Em vésperas das eleições, o principal tema de debate político-económico e sociocultural em Angola é a questão do morto.

Nesse espectáculo da morte há um consenso entre as forças vivas sobre a oportunidade soberana de se evitar, mais uma vez, o purgatório da discussão de ideias sobre o país e os angolanos.

Mas, para se entender a centralidade da morte na definição da política nacional e na exposição do verdadeiro ser e nível de elevação ou baixaria de uma família, basta um recuo de 30 anos, quando o escritor Manuel Ruipublicou Um Morto e os Vivos, cuja leitura é altamente recomendável.

Trata-se de uma sátira mordaz sobre o poder em Angola, que é desnudado na hora da morte de um dos seus ilustres detentores, com todos os seus paradoxos, os esquemas de corrupção, a disfuncionalidade da administração do Estado e a ausência do sentido colectivo de Estado.

“Todos nós sabemos das dificuldades que o partido e o Estado enfrentam no que concerne à indústria funerária” – assim discursa um governante no funeral do morto, ora reconhecido apenas pelos favores que distribuiu entre tantos. Na hora do seu enterro, o morto vê-se coberto e desonrado pela hipocrisia dos seus pares, pela humilhação causada pelo comportamento da sua família e pelo modo como a cidade se entretém com mujimbos em torno da sua morte.

Indignado, o morto levanta-se na hora do discurso oficial, para protestar contra tudo e todos, causando grande pânico entre a nomenklatura presente.
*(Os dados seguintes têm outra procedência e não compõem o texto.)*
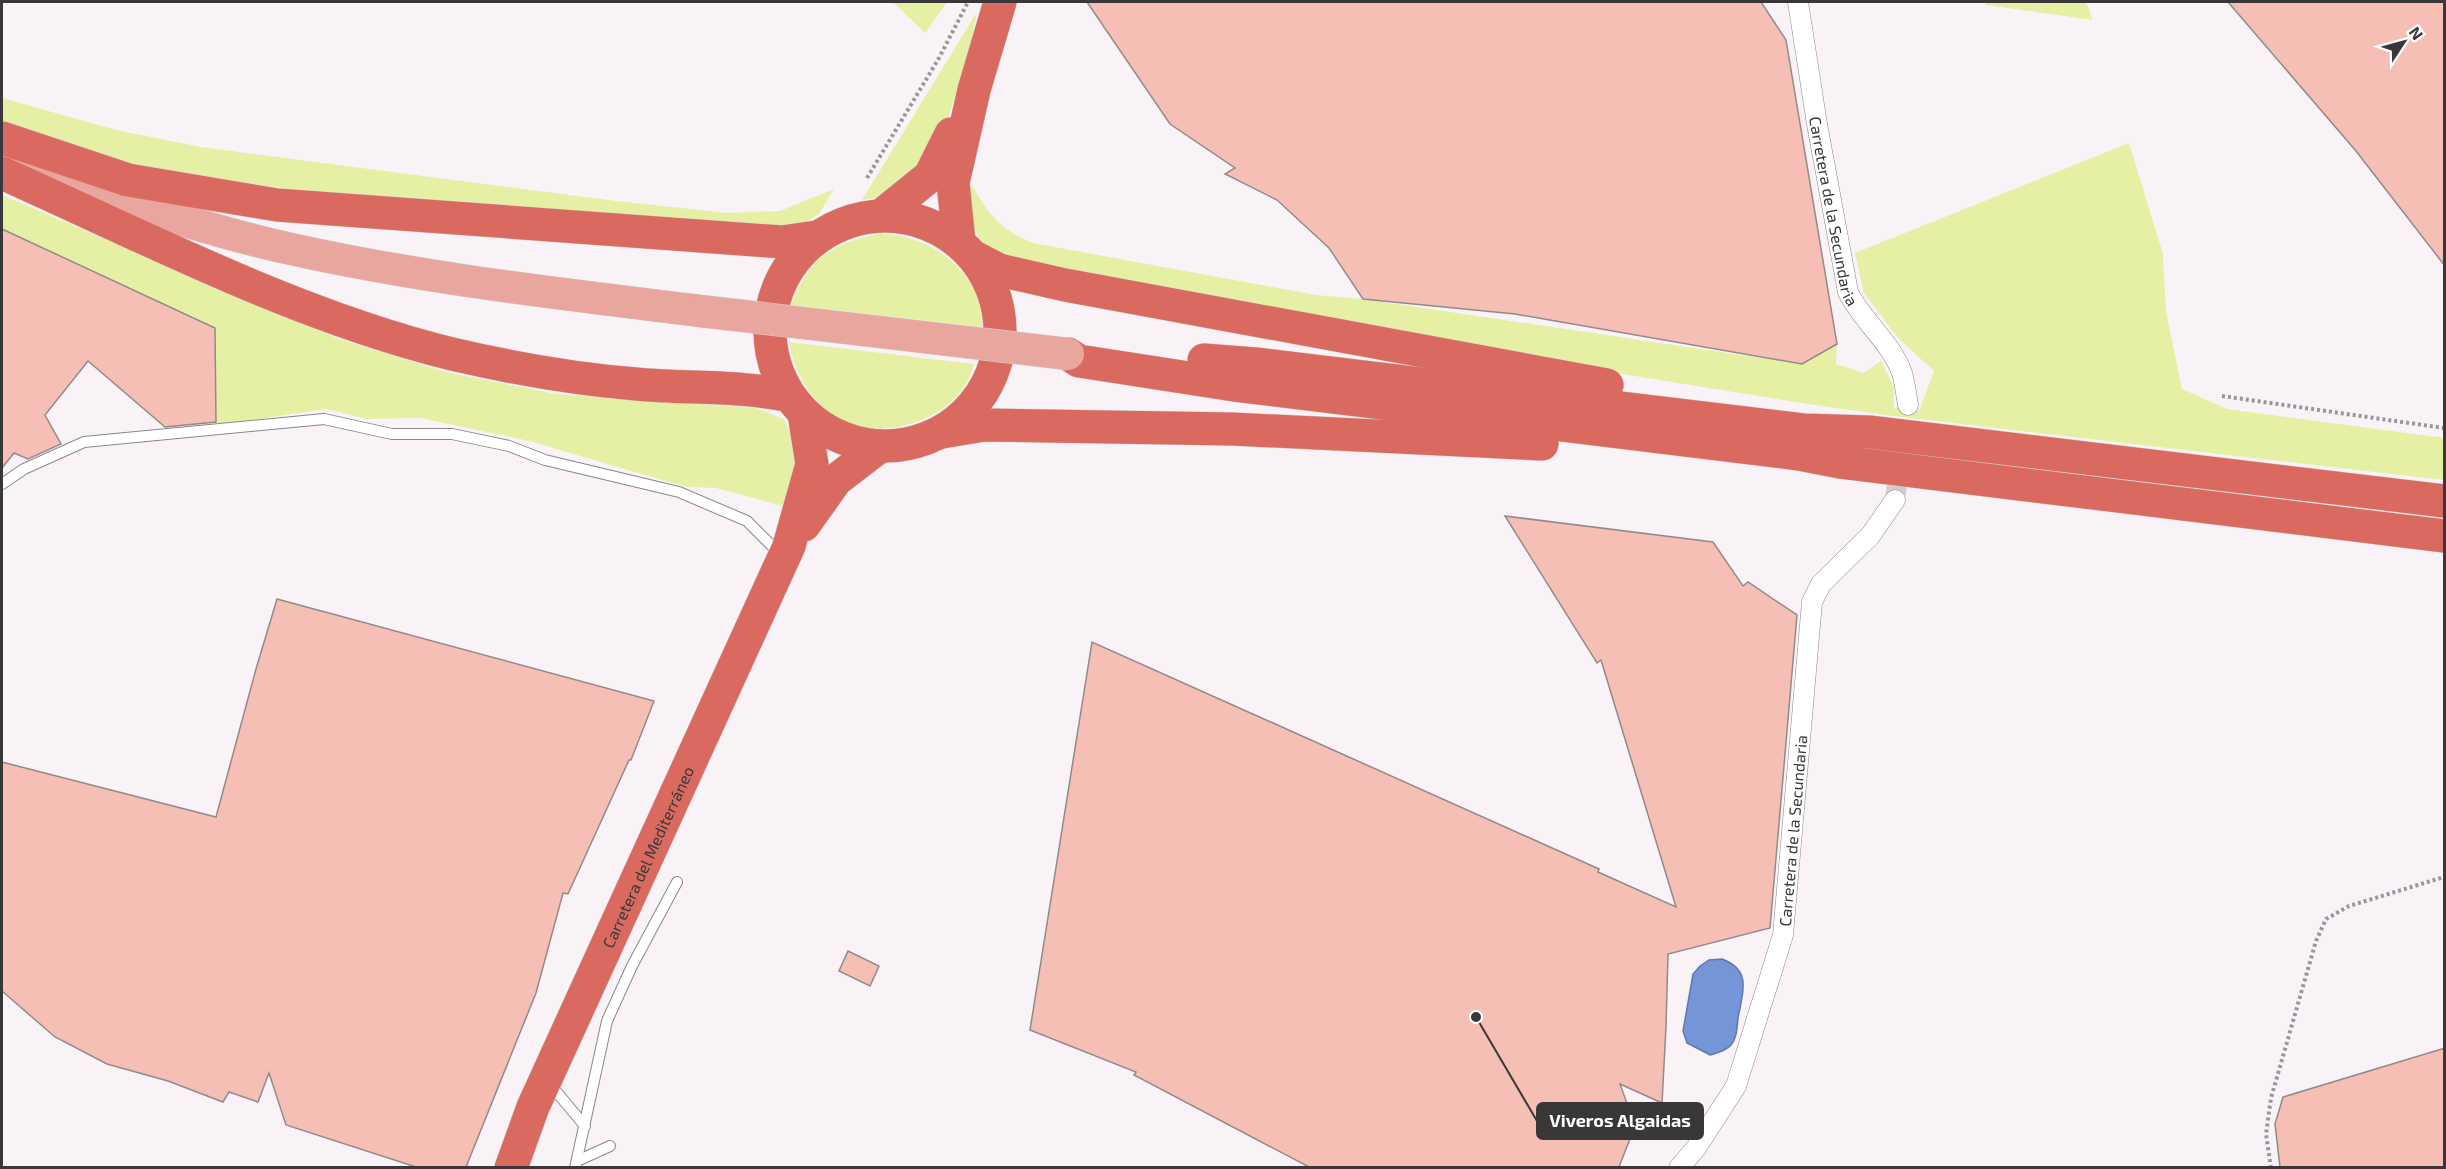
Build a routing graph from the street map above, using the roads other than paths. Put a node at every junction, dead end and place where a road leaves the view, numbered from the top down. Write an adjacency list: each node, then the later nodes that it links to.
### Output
1 (1000, 2): 3 (highway)
2 (1798, 2): 12 (street, Carretera de la Secundaria)
3 (974, 90): 7 (highway); 9 (highway)
4 (2, 138): 8 (highway)
5 (2, 157): 10 (main road, bridge)
6 (2, 173): 11 (highway)
7 (883, 214): 8 (highway); 9 (highway)
8 (816, 237): 11 (highway)
9 (967, 249): 13 (highway); 14 (highway)
10 (1068, 354): 14 (highway); 16 (highway)
11 (797, 405): 15 (highway); 21 (highway, Carretera del Mediterráneo)
12 (1908, 405)
13 (942, 432): 15 (highway); 16 (highway)
14 (1869, 432): 19 (highway)
15 (879, 447): 21 (highway, Carretera del Mediterráneo)
16 (1840, 462): 20 (highway)
17 (2, 484): 21 (lane)
18 (1895, 500): 28 (street, Carretera de la Secundaria)
19 (2445, 501)
20 (2445, 536)
21 (786, 552): 23 (highway, Carretera del Mediterráneo)
22 (676, 882): 24 (lane)
23 (546, 1079): 24 (lane); 27 (highway, Carretera del Mediterráneo)
24 (585, 1126): 26 (lane)
25 (610, 1146): 26 (lane)
26 (576, 1164)
27 (511, 1167)
28 (1679, 1167)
No meio dessa confusão e da barulheira antigovernamental que se gerou pelo país por causa do indignado ressuscitamento, o morto é imediatamente detido e levado a julgamento.

O julgamento do morto anima a faladeira, ou faladura, musculada pró e anti, como anotaria o escritor, dos órgãos de comunicação social e da boca do povo.
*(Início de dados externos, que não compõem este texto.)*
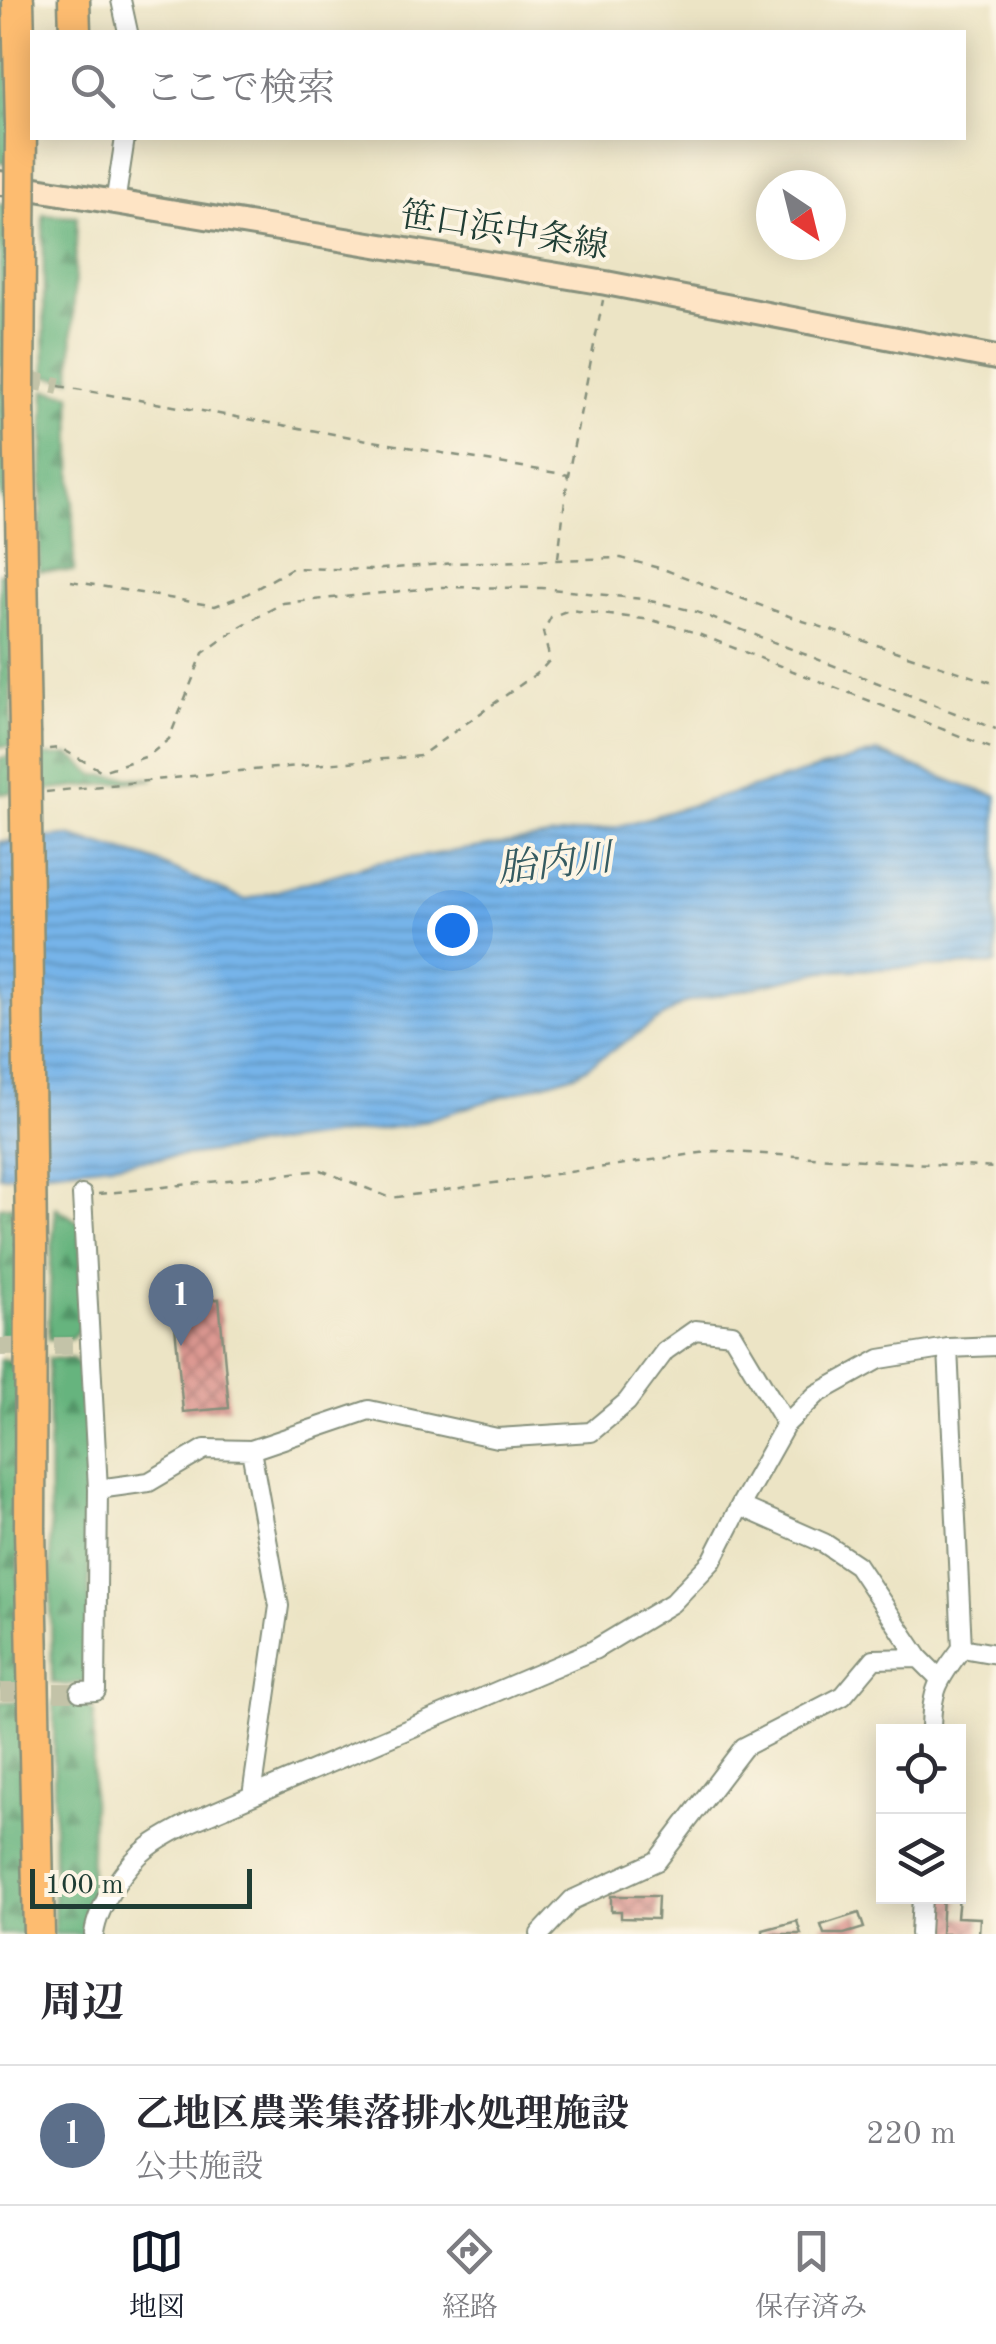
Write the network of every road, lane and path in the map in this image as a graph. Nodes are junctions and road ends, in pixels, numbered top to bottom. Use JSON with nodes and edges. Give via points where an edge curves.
{"nodes":[{"id":1,"x":18,"y":0,"type":"edge"},
{"id":2,"x":74,"y":0,"type":"edge"},
{"id":3,"x":121,"y":0,"type":"edge"},
{"id":4,"x":75,"y":30,"type":"edge"},
{"id":5,"x":128,"y":30,"type":"edge"},
{"id":6,"x":125,"y":140,"type":"edge"},
{"id":7,"x":0,"y":183,"type":"edge"},
{"id":8,"x":115,"y":204,"type":"junction"},
{"id":9,"x":606,"y":283,"type":"junction"},
{"id":10,"x":996,"y":358,"type":"edge"},
{"id":11,"x":59,"y":386,"type":"tunnel mouth"},
{"id":12,"x":568,"y":475,"type":"junction"},
{"id":13,"x":558,"y":559,"type":"junction"},
{"id":14,"x":70,"y":581,"type":"dead end"},
{"id":15,"x":996,"y":684,"type":"edge"},
{"id":16,"x":996,"y":728,"type":"edge"},
{"id":17,"x":35,"y":740,"type":"junction"},
{"id":18,"x":996,"y":750,"type":"edge"},
{"id":19,"x":37,"y":793,"type":"dead end"},
{"id":20,"x":996,"y":1168,"type":"edge"},
{"id":21,"x":82,"y":1195,"type":"joint"},
{"id":22,"x":996,"y":1346,"type":"edge"},
{"id":23,"x":948,"y":1348,"type":"junction"},
{"id":24,"x":786,"y":1424,"type":"junction"},
{"id":25,"x":251,"y":1450,"type":"junction"},
{"id":26,"x":98,"y":1490,"type":"junction"},
{"id":27,"x":740,"y":1506,"type":"junction"},
{"id":28,"x":962,"y":1648,"type":"junction"},
{"id":29,"x":996,"y":1654,"type":"edge"},
{"id":30,"x":918,"y":1658,"type":"junction"},
{"id":31,"x":939,"y":1678,"type":"junction"},
{"id":32,"x":80,"y":1692,"type":"dead end"},
{"id":33,"x":931,"y":1724,"type":"edge"},
{"id":34,"x":252,"y":1796,"type":"junction"},
{"id":35,"x":922,"y":1904,"type":"edge"},
{"id":36,"x":39,"y":1931,"type":"edge"},
{"id":37,"x":94,"y":1934,"type":"edge"},
{"id":38,"x":540,"y":1934,"type":"edge"},
{"id":39,"x":920,"y":1934,"type":"edge"}],
"edges":[{"from":1,"to":17,"type":"highway","bridge":true,"via":[[20,400]]},
{"from":2,"to":4,"type":"highway"},
{"from":3,"to":5,"type":"street"},
{"from":6,"to":8,"type":"street"},
{"from":7,"to":8,"type":"main road","name":"笹口浜中条線"},
{"from":8,"to":9,"type":"main road","name":"笹口浜中条線"},
{"from":9,"to":10,"type":"main road","name":"笹口浜中条線"},
{"from":9,"to":12,"type":"path"},
{"from":11,"to":12,"type":"path"},
{"from":12,"to":13,"type":"path"},
{"from":13,"to":14,"type":"path","via":[[292,568],[215,606]]},
{"from":13,"to":15,"type":"path","via":[[621,558],[663,568]]},
{"from":16,"to":17,"type":"path","via":[[694,611],[542,588],[442,587],[284,603],[243,625],[204,654],[168,738],[148,756],[102,771]]},
{"from":17,"to":36,"type":"highway","bridge":true,"via":[[30,1528]]},
{"from":18,"to":19,"type":"path","via":[[693,632],[568,610],[551,617],[543,632],[550,660],[540,671],[420,756]]},
{"from":20,"to":21,"type":"path","via":[[714,1150],[391,1198],[321,1170]]},
{"from":21,"to":26,"type":"street","via":[[82,1346]]},
{"from":22,"to":23,"type":"street"},
{"from":23,"to":24,"type":"street","via":[[880,1360],[817,1394]]},
{"from":23,"to":28,"type":"street"},
{"from":24,"to":25,"type":"street","via":[[732,1334],[695,1330],[664,1350],[627,1402],[591,1432],[497,1438],[369,1410]]},
{"from":24,"to":27,"type":"street"},
{"from":25,"to":26,"type":"street","via":[[205,1449],[149,1482]]},
{"from":25,"to":34,"type":"street","via":[[279,1606]]},
{"from":26,"to":32,"type":"street","via":[[96,1691]]},
{"from":27,"to":30,"type":"street","via":[[857,1565]]},
{"from":27,"to":34,"type":"street","via":[[712,1561],[672,1604],[594,1650]]},
{"from":28,"to":29,"type":"street"},
{"from":28,"to":31,"type":"street"},
{"from":30,"to":31,"type":"street"},
{"from":30,"to":38,"type":"street","via":[[874,1659],[844,1696],[744,1747],[657,1861],[572,1900]]},
{"from":31,"to":33,"type":"street"},
{"from":34,"to":37,"type":"street","via":[[147,1848],[116,1883]]},
{"from":35,"to":39,"type":"street"}]}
Durante a audiência, o juiz refere que o morto se insurgiu “contra o funeral pomposo e dispendioso e não tendo morrido se simulou de tal, levantou-se do caixão dentro do cemitério, tudo em premeditada intenção de agitar as massas populares em favor de insuspeitos desígnios de desestabilização, isto é, de crime de rebelião”.

Picante, o juiz de Manuel Rui pergunta então ao morto se este tem consciência do crime por si cometido. Ao que o réu responde: “Não tenho consciência porque morri.”

“Não se recorda de um funeral oficialmente organizado e que o réu de intenção resolveu sabotar, pondo em risco o prestígio das entidades competentes envolvidas, a segurança dos responsáveis e engendrando um clima de pré-rebelião, tudo previsto e punido pela lei em vigor?”, questiona o juiz. “Quem se deve recordar disso é o senhor. Que está vivo”, retruca o morto.

O morto é condenado ao fuzilamento. Mas acaba por ser amnistiado, por falta de condições para a execução da pena.

Um dos mujimbas do povo contribuiu também com o seu veredicto: “Verdadeiramente, a amnistia é só para confirmar a morte” do morto.

Enquanto isso, o óbito do morto representa alegoricamente o ecossistema da administração do Estado, que não funciona para o bem comum mas se reveste de extraordinários esquemas ad hoc, aqui servindo para promover comeretes e beberetes na hora da morte de alguém importante.

Um Morto e os Vivos retrata um dos paradoxos vividos em Angola numa época de guerra, devastação do país e miséria absoluta. Na capital do país, havia o famoso contrato de limpeza, em que as artérias da cidade eram varridas e o lixo recolhido por cidadãos filipinos, incluindo no então centro do poder, o Futungo de Belas. Quem comparece no óbito beneficia do “direito exclusivo” de ter na casa do morto os filipinos a recolher-lhes o lixo. O óbito também serve para revelar o assalto ao poder por um desconhecido, para revelar a organização impecável do komba do morto e as mais altas expressões de estratificação e discriminação social, assim como os ares desbragados dos VIP de então.

A família do morto, por sua vez, aproveita-se das benesses do Estado para transformar o óbito numa boîte ao serviço da elite.

Agora o morto saiu das páginas da literatura para a vida real, e o surrealismo é ainda mais abundante do que na ficção.

O morto responsável pela situação a que o país chegou tornou-se o símbolo daqueles que querem instituir mudanças. O morto é a situação e a mudança. Qual milagreiro que está no princípio e no fim. Querem que o morto viva e altere o que fez antes. Não há programa político, não há ideias sólidas – apenas uma rebelião em que o povo aproveita a morte do ex-ditador para exigir mudanças por via de mujimbos. Mudanças essas que, infelizmente e inexplicavelmente, os poderes vivos deste país não conseguem articular com nexo e sentido mínimo de Estado.

Aqueles que esperam pelos milagres da ressurreição deveriam antes olhar para si próprios e ver em vida o que podem fazer pela vida. Deveriam deixar de contar com mortos e outras forças do além ou do aquém e, em vez disso, agir eles próprios pelo bem comum do país. Desde logo, contribuindo para construir um Estado credível com instituições fortes, abandonando as disputas pessoais e abraçando o debate em torno de ideias e políticas.

Quanto ao morto, ninguém esperaria que a figura que, para o bem e para o mal, mais marcou a vida dos angolanos no período pós-independência acabasse por ter o seu corpo disputado em praça pública, sem nenhum do decoro que é devido aos mortos, por um membro da sua prole.

No fim, a sentença sobre a sua inglória provém da própria família. Ao contrário do que acontece no livro de Manuel Rui, não é o aparato judicial que julga o morto, mas sim a própria filha, que publicamente torna óbvio tudo o que o morto fez e não fez. Na verdade, a sua herança é um Estado morto à mercê das disputas individuais mesquinhas e pasto para saques bilionários. Não há ressurreição que resista a estas trevas terrenas. Paz eterna ao morto.